-- Opening Marker --
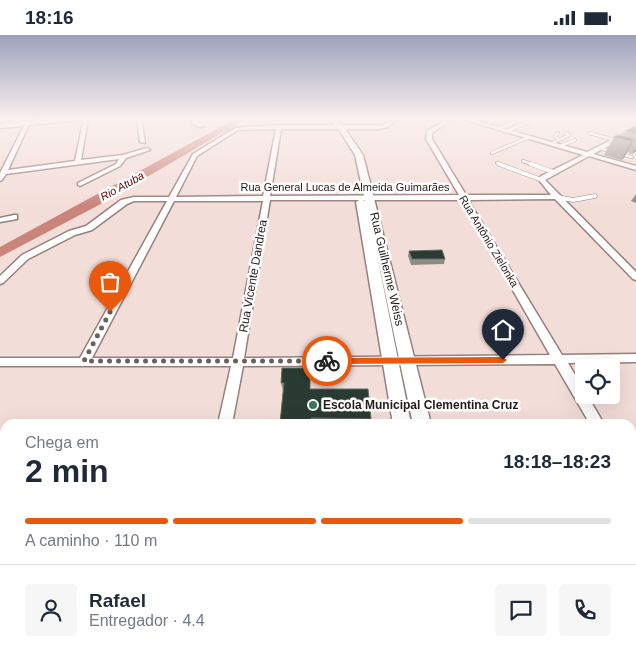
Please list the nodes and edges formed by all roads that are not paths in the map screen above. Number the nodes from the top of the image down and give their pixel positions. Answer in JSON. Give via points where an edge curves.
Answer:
{"nodes":[{"id":1,"x":16,"y":147,"type":"edge"},
{"id":2,"x":81,"y":147,"type":"edge"},
{"id":3,"x":207,"y":147,"type":"edge"},
{"id":4,"x":276,"y":147,"type":"edge"},
{"id":5,"x":356,"y":147,"type":"edge"},
{"id":6,"x":435,"y":147,"type":"edge"},
{"id":7,"x":505,"y":147,"type":"edge"},
{"id":8,"x":570,"y":147,"type":"edge"},
{"id":9,"x":599,"y":148,"type":"joint"},
{"id":10,"x":147,"y":150,"type":"dead end"},
{"id":11,"x":492,"y":153,"type":"dead end"},
{"id":12,"x":586,"y":154,"type":"junction"},
{"id":13,"x":124,"y":157,"type":"junction"},
{"id":14,"x":632,"y":157,"type":"edge"},
{"id":15,"x":523,"y":161,"type":"dead end"},
{"id":16,"x":78,"y":163,"type":"junction"},
{"id":17,"x":497,"y":163,"type":"dead end"},
{"id":18,"x":636,"y":168,"type":"edge"},
{"id":19,"x":4,"y":172,"type":"junction"},
{"id":20,"x":553,"y":172,"type":"junction"},
{"id":21,"x":0,"y":179,"type":"edge"},
{"id":22,"x":542,"y":179,"type":"junction"},
{"id":23,"x":80,"y":184,"type":"dead end"},
{"id":24,"x":595,"y":196,"type":"dead end"},
{"id":25,"x":463,"y":197,"type":"junction"},
{"id":26,"x":557,"y":197,"type":"junction"},
{"id":27,"x":267,"y":198,"type":"junction"},
{"id":28,"x":365,"y":198,"type":"junction"},
{"id":29,"x":171,"y":199,"type":"junction"},
{"id":30,"x":14,"y":217,"type":"dead end"},
{"id":31,"x":0,"y":220,"type":"edge"},
{"id":32,"x":636,"y":277,"type":"edge"},
{"id":33,"x":0,"y":281,"type":"edge"},
{"id":34,"x":636,"y":358,"type":"edge"},
{"id":35,"x":560,"y":359,"type":"junction"},
{"id":36,"x":84,"y":361,"type":"junction"},
{"id":37,"x":238,"y":361,"type":"junction"},
{"id":38,"x":408,"y":361,"type":"junction"},
{"id":39,"x":0,"y":362,"type":"edge"},
{"id":40,"x":391,"y":362,"type":"junction"},
{"id":41,"x":226,"y":419,"type":"edge"},
{"id":42,"x":401,"y":419,"type":"edge"},
{"id":43,"x":421,"y":419,"type":"edge"},
{"id":44,"x":594,"y":419,"type":"edge"}],
"edges":[{"from":1,"to":19,"type":"street"},
{"from":2,"to":16,"type":"street"},
{"from":3,"to":29,"type":"street","via":[[195,155]]},
{"from":4,"to":27,"type":"street","name":"Rua Vicente Dandrea"},
{"from":5,"to":28,"type":"street","name":"Rua Guilherme Weiss"},
{"from":6,"to":25,"type":"street","name":"Rua Antônio Zielonka"},
{"from":7,"to":11,"type":"lane"},
{"from":8,"to":12,"type":"street"},
{"from":9,"to":12,"type":"street"},
{"from":9,"to":14,"type":"lane"},
{"from":10,"to":13,"type":"street"},
{"from":12,"to":18,"type":"street"},
{"from":12,"to":20,"type":"street"},
{"from":13,"to":16,"type":"street"},
{"from":13,"to":23,"type":"street","via":[[118,165]]},
{"from":15,"to":20,"type":"lane"},
{"from":16,"to":19,"type":"street"},
{"from":17,"to":22,"type":"lane"},
{"from":19,"to":21,"type":"street"},
{"from":20,"to":22,"type":"street"},
{"from":22,"to":26,"type":"street"},
{"from":24,"to":26,"type":"lane"},
{"from":25,"to":26,"type":"street","name":"Rua General Lucas de Almeida Guimarães"},
{"from":25,"to":28,"type":"street","name":"Rua General Lucas de Almeida Guimarães"},
{"from":25,"to":35,"type":"street","name":"Rua Antônio Zielonka"},
{"from":26,"to":32,"type":"street"},
{"from":27,"to":28,"type":"street","name":"Rua General Lucas de Almeida Guimarães"},
{"from":27,"to":29,"type":"street","name":"Rua General Lucas de Almeida Guimarães"},
{"from":27,"to":37,"type":"street","name":"Rua Vicente Dandrea"},
{"from":28,"to":38,"type":"street","name":"Rua Guilherme Weiss"},
{"from":28,"to":40,"type":"street","name":"Rua Guilherme Weiss"},
{"from":29,"to":33,"type":"street","name":"Rua General Lucas de Almeida Guimarães","via":[[134,199],[118,206],[89,227],[25,257]]},
{"from":29,"to":36,"type":"street"},
{"from":30,"to":31,"type":"street"},
{"from":34,"to":35,"type":"street"},
{"from":35,"to":38,"type":"street"},
{"from":35,"to":44,"type":"street","name":"Rua Antônio Zielonka"},
{"from":36,"to":37,"type":"street"},
{"from":36,"to":39,"type":"street"},
{"from":37,"to":40,"type":"street"},
{"from":37,"to":41,"type":"street","name":"Rua Vicente Dandrea"},
{"from":38,"to":40,"type":"street"},
{"from":38,"to":43,"type":"street","name":"Rua Guilherme Weiss"},
{"from":40,"to":42,"type":"street","name":"Rua Guilherme Weiss"}]}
-- Closing Marker --
Top to bottom, retype the listing exactly but drop every picture.

[Task solution]
Please list the nodes and edges formed by all roads that are not paths in the map screen above. Number the nodes from the top of the image down and give their pixel positions. Answer in JSON. Give via points where an edge curves.
Answer:
{"nodes":[{"id":1,"x":16,"y":147,"type":"edge"},
{"id":2,"x":81,"y":147,"type":"edge"},
{"id":3,"x":207,"y":147,"type":"edge"},
{"id":4,"x":276,"y":147,"type":"edge"},
{"id":5,"x":356,"y":147,"type":"edge"},
{"id":6,"x":435,"y":147,"type":"edge"},
{"id":7,"x":505,"y":147,"type":"edge"},
{"id":8,"x":570,"y":147,"type":"edge"},
{"id":9,"x":599,"y":148,"type":"joint"},
{"id":10,"x":147,"y":150,"type":"dead end"},
{"id":11,"x":492,"y":153,"type":"dead end"},
{"id":12,"x":586,"y":154,"type":"junction"},
{"id":13,"x":124,"y":157,"type":"junction"},
{"id":14,"x":632,"y":157,"type":"edge"},
{"id":15,"x":523,"y":161,"type":"dead end"},
{"id":16,"x":78,"y":163,"type":"junction"},
{"id":17,"x":497,"y":163,"type":"dead end"},
{"id":18,"x":636,"y":168,"type":"edge"},
{"id":19,"x":4,"y":172,"type":"junction"},
{"id":20,"x":553,"y":172,"type":"junction"},
{"id":21,"x":0,"y":179,"type":"edge"},
{"id":22,"x":542,"y":179,"type":"junction"},
{"id":23,"x":80,"y":184,"type":"dead end"},
{"id":24,"x":595,"y":196,"type":"dead end"},
{"id":25,"x":463,"y":197,"type":"junction"},
{"id":26,"x":557,"y":197,"type":"junction"},
{"id":27,"x":267,"y":198,"type":"junction"},
{"id":28,"x":365,"y":198,"type":"junction"},
{"id":29,"x":171,"y":199,"type":"junction"},
{"id":30,"x":14,"y":217,"type":"dead end"},
{"id":31,"x":0,"y":220,"type":"edge"},
{"id":32,"x":636,"y":277,"type":"edge"},
{"id":33,"x":0,"y":281,"type":"edge"},
{"id":34,"x":636,"y":358,"type":"edge"},
{"id":35,"x":560,"y":359,"type":"junction"},
{"id":36,"x":84,"y":361,"type":"junction"},
{"id":37,"x":238,"y":361,"type":"junction"},
{"id":38,"x":408,"y":361,"type":"junction"},
{"id":39,"x":0,"y":362,"type":"edge"},
{"id":40,"x":391,"y":362,"type":"junction"},
{"id":41,"x":226,"y":419,"type":"edge"},
{"id":42,"x":401,"y":419,"type":"edge"},
{"id":43,"x":421,"y":419,"type":"edge"},
{"id":44,"x":594,"y":419,"type":"edge"}],
"edges":[{"from":1,"to":19,"type":"street"},
{"from":2,"to":16,"type":"street"},
{"from":3,"to":29,"type":"street","via":[[195,155]]},
{"from":4,"to":27,"type":"street","name":"Rua Vicente Dandrea"},
{"from":5,"to":28,"type":"street","name":"Rua Guilherme Weiss"},
{"from":6,"to":25,"type":"street","name":"Rua Antônio Zielonka"},
{"from":7,"to":11,"type":"lane"},
{"from":8,"to":12,"type":"street"},
{"from":9,"to":12,"type":"street"},
{"from":9,"to":14,"type":"lane"},
{"from":10,"to":13,"type":"street"},
{"from":12,"to":18,"type":"street"},
{"from":12,"to":20,"type":"street"},
{"from":13,"to":16,"type":"street"},
{"from":13,"to":23,"type":"street","via":[[118,165]]},
{"from":15,"to":20,"type":"lane"},
{"from":16,"to":19,"type":"street"},
{"from":17,"to":22,"type":"lane"},
{"from":19,"to":21,"type":"street"},
{"from":20,"to":22,"type":"street"},
{"from":22,"to":26,"type":"street"},
{"from":24,"to":26,"type":"lane"},
{"from":25,"to":26,"type":"street","name":"Rua General Lucas de Almeida Guimarães"},
{"from":25,"to":28,"type":"street","name":"Rua General Lucas de Almeida Guimarães"},
{"from":25,"to":35,"type":"street","name":"Rua Antônio Zielonka"},
{"from":26,"to":32,"type":"street"},
{"from":27,"to":28,"type":"street","name":"Rua General Lucas de Almeida Guimarães"},
{"from":27,"to":29,"type":"street","name":"Rua General Lucas de Almeida Guimarães"},
{"from":27,"to":37,"type":"street","name":"Rua Vicente Dandrea"},
{"from":28,"to":38,"type":"street","name":"Rua Guilherme Weiss"},
{"from":28,"to":40,"type":"street","name":"Rua Guilherme Weiss"},
{"from":29,"to":33,"type":"street","name":"Rua General Lucas de Almeida Guimarães","via":[[134,199],[118,206],[89,227],[25,257]]},
{"from":29,"to":36,"type":"street"},
{"from":30,"to":31,"type":"street"},
{"from":34,"to":35,"type":"street"},
{"from":35,"to":38,"type":"street"},
{"from":35,"to":44,"type":"street","name":"Rua Antônio Zielonka"},
{"from":36,"to":37,"type":"street"},
{"from":36,"to":39,"type":"street"},
{"from":37,"to":40,"type":"street"},
{"from":37,"to":41,"type":"street","name":"Rua Vicente Dandrea"},
{"from":38,"to":40,"type":"street"},
{"from":38,"to":43,"type":"street","name":"Rua Guilherme Weiss"},
{"from":40,"to":42,"type":"street","name":"Rua Guilherme Weiss"}]}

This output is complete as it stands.